[Exercise inputs]

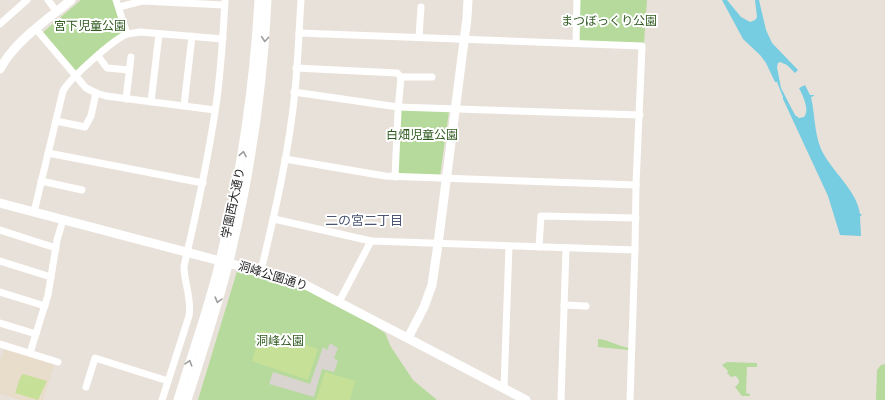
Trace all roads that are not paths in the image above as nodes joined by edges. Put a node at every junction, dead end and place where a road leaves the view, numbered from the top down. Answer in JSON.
{"nodes":[{"id":1,"x":27,"y":0,"type":"edge"},
{"id":2,"x":48,"y":0,"type":"edge"},
{"id":3,"x":71,"y":0,"type":"edge"},
{"id":4,"x":259,"y":0,"type":"edge"},
{"id":5,"x":267,"y":0,"type":"edge"},
{"id":6,"x":301,"y":0,"type":"edge"},
{"id":7,"x":468,"y":0,"type":"edge"},
{"id":8,"x":577,"y":0,"type":"edge"},
{"id":9,"x":224,"y":2,"type":"edge"},
{"id":10,"x":118,"y":3,"type":"edge"},
{"id":11,"x":421,"y":7,"type":"dead end"},
{"id":12,"x":57,"y":12,"type":"junction"},
{"id":13,"x":0,"y":24,"type":"edge"},
{"id":14,"x":36,"y":30,"type":"junction"},
{"id":15,"x":299,"y":33,"type":"junction"},
{"id":16,"x":128,"y":34,"type":"junction"},
{"id":17,"x":159,"y":34,"type":"junction"},
{"id":18,"x":192,"y":36,"type":"junction"},
{"id":19,"x":419,"y":37,"type":"junction"},
{"id":20,"x":223,"y":39,"type":"junction"},
{"id":21,"x":465,"y":39,"type":"junction"},
{"id":22,"x":576,"y":43,"type":"junction"},
{"id":23,"x":98,"y":56,"type":"junction"},
{"id":24,"x":131,"y":57,"type":"dead end"},
{"id":25,"x":296,"y":68,"type":"junction"},
{"id":26,"x":0,"y":69,"type":"edge"},
{"id":27,"x":129,"y":70,"type":"junction"},
{"id":28,"x":75,"y":76,"type":"junction"},
{"id":29,"x":401,"y":77,"type":"junction"},
{"id":30,"x":432,"y":77,"type":"dead end"},
{"id":31,"x":294,"y":92,"type":"junction"},
{"id":32,"x":96,"y":93,"type":"junction"},
{"id":33,"x":126,"y":99,"type":"junction"},
{"id":34,"x":151,"y":102,"type":"junction"},
{"id":35,"x":184,"y":106,"type":"junction"},
{"id":36,"x":398,"y":106,"type":"junction"},
{"id":37,"x":456,"y":109,"type":"junction"},
{"id":38,"x":216,"y":110,"type":"junction"},
{"id":39,"x":640,"y":115,"type":"junction"},
{"id":40,"x":56,"y":121,"type":"junction"},
{"id":41,"x":48,"y":153,"type":"junction"},
{"id":42,"x":285,"y":159,"type":"junction"},
{"id":43,"x":395,"y":177,"type":"junction"},
{"id":44,"x":446,"y":179,"type":"junction"},
{"id":45,"x":41,"y":181,"type":"junction"},
{"id":46,"x":203,"y":183,"type":"junction"},
{"id":47,"x":636,"y":185,"type":"junction"},
{"id":48,"x":82,"y":190,"type":"dead end"},
{"id":49,"x":0,"y":203,"type":"edge"},
{"id":50,"x":34,"y":212,"type":"junction"},
{"id":51,"x":636,"y":218,"type":"junction"},
{"id":52,"x":274,"y":219,"type":"junction"},
{"id":53,"x":63,"y":220,"type":"junction"},
{"id":54,"x":0,"y":230,"type":"edge"},
{"id":55,"x":371,"y":241,"type":"junction"},
{"id":56,"x":438,"y":244,"type":"junction"},
{"id":57,"x":508,"y":246,"type":"junction"},
{"id":58,"x":539,"y":247,"type":"junction"},
{"id":59,"x":56,"y":248,"type":"junction"},
{"id":60,"x":566,"y":248,"type":"junction"},
{"id":61,"x":635,"y":250,"type":"junction"},
{"id":62,"x":187,"y":252,"type":"junction"},
{"id":63,"x":0,"y":261,"type":"edge"},
{"id":64,"x":225,"y":262,"type":"junction"},
{"id":65,"x":261,"y":271,"type":"junction"},
{"id":66,"x":51,"y":277,"type":"junction"},
{"id":67,"x":0,"y":292,"type":"edge"},
{"id":68,"x":339,"y":302,"type":"junction"},
{"id":69,"x":564,"y":305,"type":"junction"},
{"id":70,"x":45,"y":306,"type":"junction"},
{"id":71,"x":586,"y":306,"type":"dead end"},
{"id":72,"x":0,"y":323,"type":"edge"},
{"id":73,"x":36,"y":334,"type":"junction"},
{"id":74,"x":408,"y":338,"type":"junction"},
{"id":75,"x":0,"y":344,"type":"edge"},
{"id":76,"x":30,"y":353,"type":"junction"},
{"id":77,"x":58,"y":362,"type":"dead end"},
{"id":78,"x":168,"y":381,"type":"junction"},
{"id":79,"x":86,"y":387,"type":"dead end"},
{"id":80,"x":504,"y":388,"type":"junction"},
{"id":81,"x":162,"y":400,"type":"edge"},
{"id":82,"x":178,"y":400,"type":"edge"},
{"id":83,"x":187,"y":400,"type":"edge"},
{"id":84,"x":526,"y":400,"type":"edge"},
{"id":85,"x":561,"y":400,"type":"edge"},
{"id":86,"x":630,"y":400,"type":"edge"}],
"edges":[{"from":1,"to":13,"type":"street"},
{"from":2,"to":12,"type":"street"},
{"from":3,"to":12,"type":"street"},
{"from":64,"to":4,"type":"street","name":"学園西大通り","one_way":true},
{"from":5,"to":64,"type":"street","name":"学園西大通り","one_way":true},
{"from":6,"to":15,"type":"street"},
{"from":7,"to":21,"type":"street"},
{"from":8,"to":22,"type":"street"},
{"from":9,"to":10,"type":"street"},
{"from":9,"to":20,"type":"street"},
{"from":10,"to":16,"type":"street"},
{"from":11,"to":19,"type":"street"},
{"from":12,"to":14,"type":"street"},
{"from":14,"to":26,"type":"street"},
{"from":14,"to":28,"type":"street"},
{"from":15,"to":19,"type":"street"},
{"from":15,"to":25,"type":"street"},
{"from":16,"to":17,"type":"street"},
{"from":16,"to":23,"type":"street"},
{"from":17,"to":18,"type":"street"},
{"from":17,"to":34,"type":"street"},
{"from":18,"to":20,"type":"street"},
{"from":18,"to":35,"type":"street"},
{"from":19,"to":21,"type":"street"},
{"from":20,"to":38,"type":"street"},
{"from":21,"to":22,"type":"street"},
{"from":21,"to":37,"type":"street"},
{"from":22,"to":39,"type":"street"},
{"from":23,"to":27,"type":"street"},
{"from":23,"to":28,"type":"street"},
{"from":24,"to":27,"type":"street"},
{"from":25,"to":29,"type":"street"},
{"from":25,"to":31,"type":"street"},
{"from":27,"to":33,"type":"street"},
{"from":28,"to":32,"type":"street"},
{"from":28,"to":40,"type":"street"},
{"from":29,"to":30,"type":"street"},
{"from":29,"to":36,"type":"street"},
{"from":31,"to":36,"type":"street"},
{"from":31,"to":42,"type":"street"},
{"from":32,"to":33,"type":"street"},
{"from":32,"to":40,"type":"street"},
{"from":33,"to":34,"type":"street"},
{"from":34,"to":35,"type":"street"},
{"from":35,"to":38,"type":"street"},
{"from":36,"to":37,"type":"street"},
{"from":36,"to":43,"type":"street"},
{"from":37,"to":39,"type":"street"},
{"from":37,"to":44,"type":"street"},
{"from":38,"to":46,"type":"street"},
{"from":39,"to":47,"type":"street"},
{"from":40,"to":41,"type":"street"},
{"from":41,"to":45,"type":"street"},
{"from":41,"to":46,"type":"street"},
{"from":42,"to":43,"type":"street"},
{"from":42,"to":52,"type":"street"},
{"from":43,"to":44,"type":"street"},
{"from":44,"to":47,"type":"street"},
{"from":44,"to":56,"type":"street"},
{"from":45,"to":48,"type":"street"},
{"from":45,"to":50,"type":"street"},
{"from":46,"to":62,"type":"street"},
{"from":47,"to":51,"type":"street"},
{"from":49,"to":50,"type":"street","name":"洞峰公園通り"},
{"from":50,"to":53,"type":"street","name":"洞峰公園通り"},
{"from":51,"to":58,"type":"street"},
{"from":51,"to":61,"type":"street"},
{"from":52,"to":55,"type":"street"},
{"from":52,"to":65,"type":"street"},
{"from":53,"to":59,"type":"street"},
{"from":53,"to":62,"type":"street","name":"洞峰公園通り"},
{"from":54,"to":59,"type":"street"},
{"from":55,"to":56,"type":"street"},
{"from":55,"to":68,"type":"street"},
{"from":56,"to":57,"type":"street"},
{"from":56,"to":74,"type":"street"},
{"from":57,"to":58,"type":"street"},
{"from":57,"to":80,"type":"street"},
{"from":58,"to":60,"type":"street"},
{"from":59,"to":66,"type":"street"},
{"from":60,"to":61,"type":"street"},
{"from":60,"to":69,"type":"street"},
{"from":61,"to":86,"type":"street"},
{"from":62,"to":64,"type":"street","name":"洞峰公園通り"},
{"from":62,"to":78,"type":"street"},
{"from":63,"to":66,"type":"street"},
{"from":64,"to":65,"type":"street","name":"洞峰公園通り"},
{"from":82,"to":64,"type":"street","name":"学園西大通り","one_way":true},
{"from":64,"to":83,"type":"street","name":"学園西大通り","one_way":true},
{"from":65,"to":68,"type":"street","name":"洞峰公園通り"},
{"from":66,"to":70,"type":"street"},
{"from":67,"to":70,"type":"street"},
{"from":68,"to":74,"type":"street","name":"洞峰公園通り"},
{"from":69,"to":71,"type":"street"},
{"from":69,"to":85,"type":"street"},
{"from":70,"to":73,"type":"street"},
{"from":72,"to":73,"type":"street"},
{"from":73,"to":76,"type":"street"},
{"from":74,"to":80,"type":"street","name":"洞峰公園通り"},
{"from":75,"to":76,"type":"street"},
{"from":76,"to":77,"type":"street"},
{"from":78,"to":79,"type":"street"},
{"from":78,"to":81,"type":"street"},
{"from":80,"to":84,"type":"street","name":"洞峰公園通り"}]}
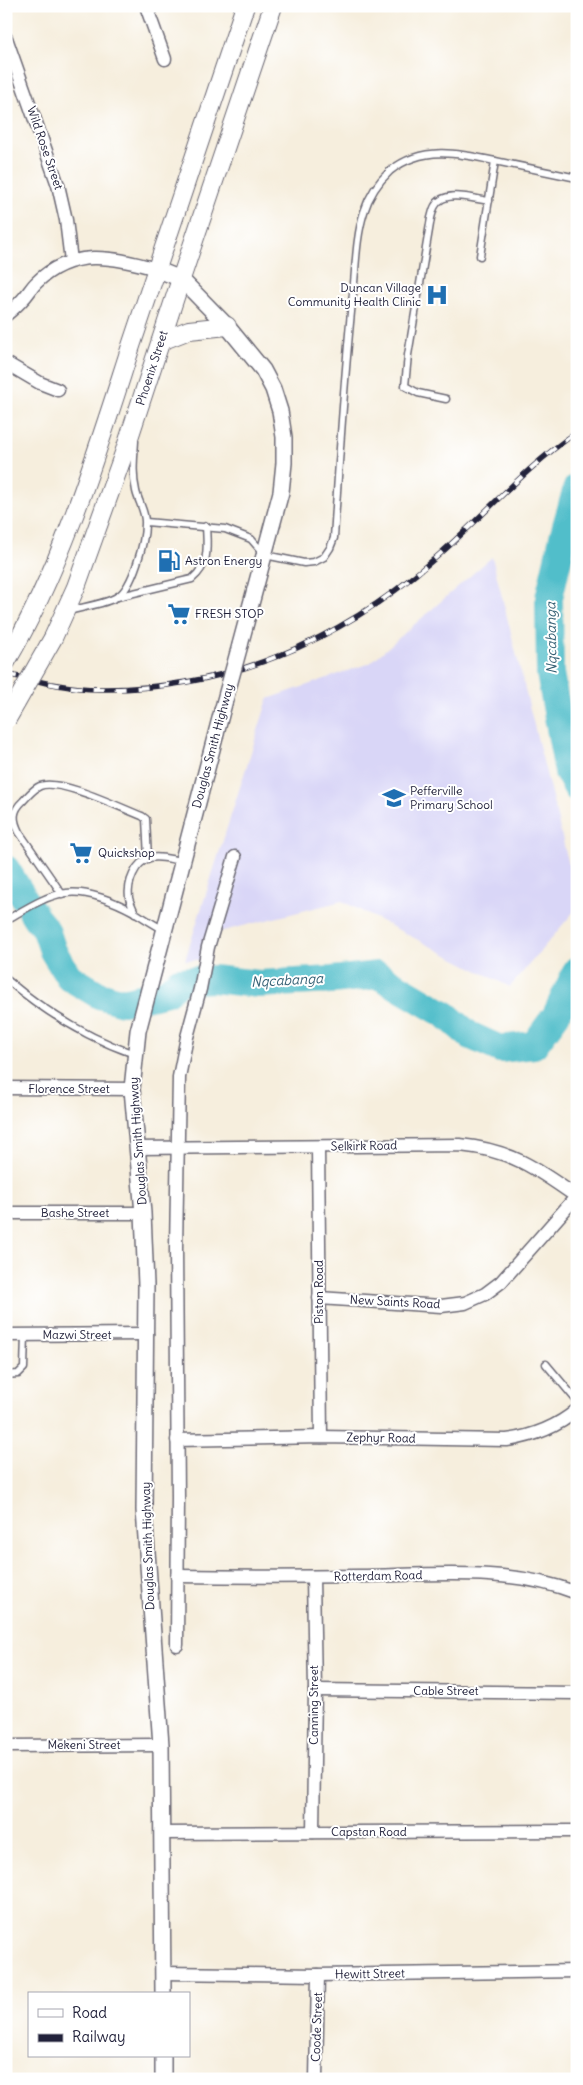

[/Exercise inputs]

## Requirement
Check each line in the records above for the word "edges". Return those that have it.

## Task output
Trace all roads that are not paths in the image above as nodes joined by edges. Put a node at every junction, dead end and place where a road leaves the view, numbered from the top down. Answer in JSON.
"edges":[{"from":1,"to":13,"type":"street"},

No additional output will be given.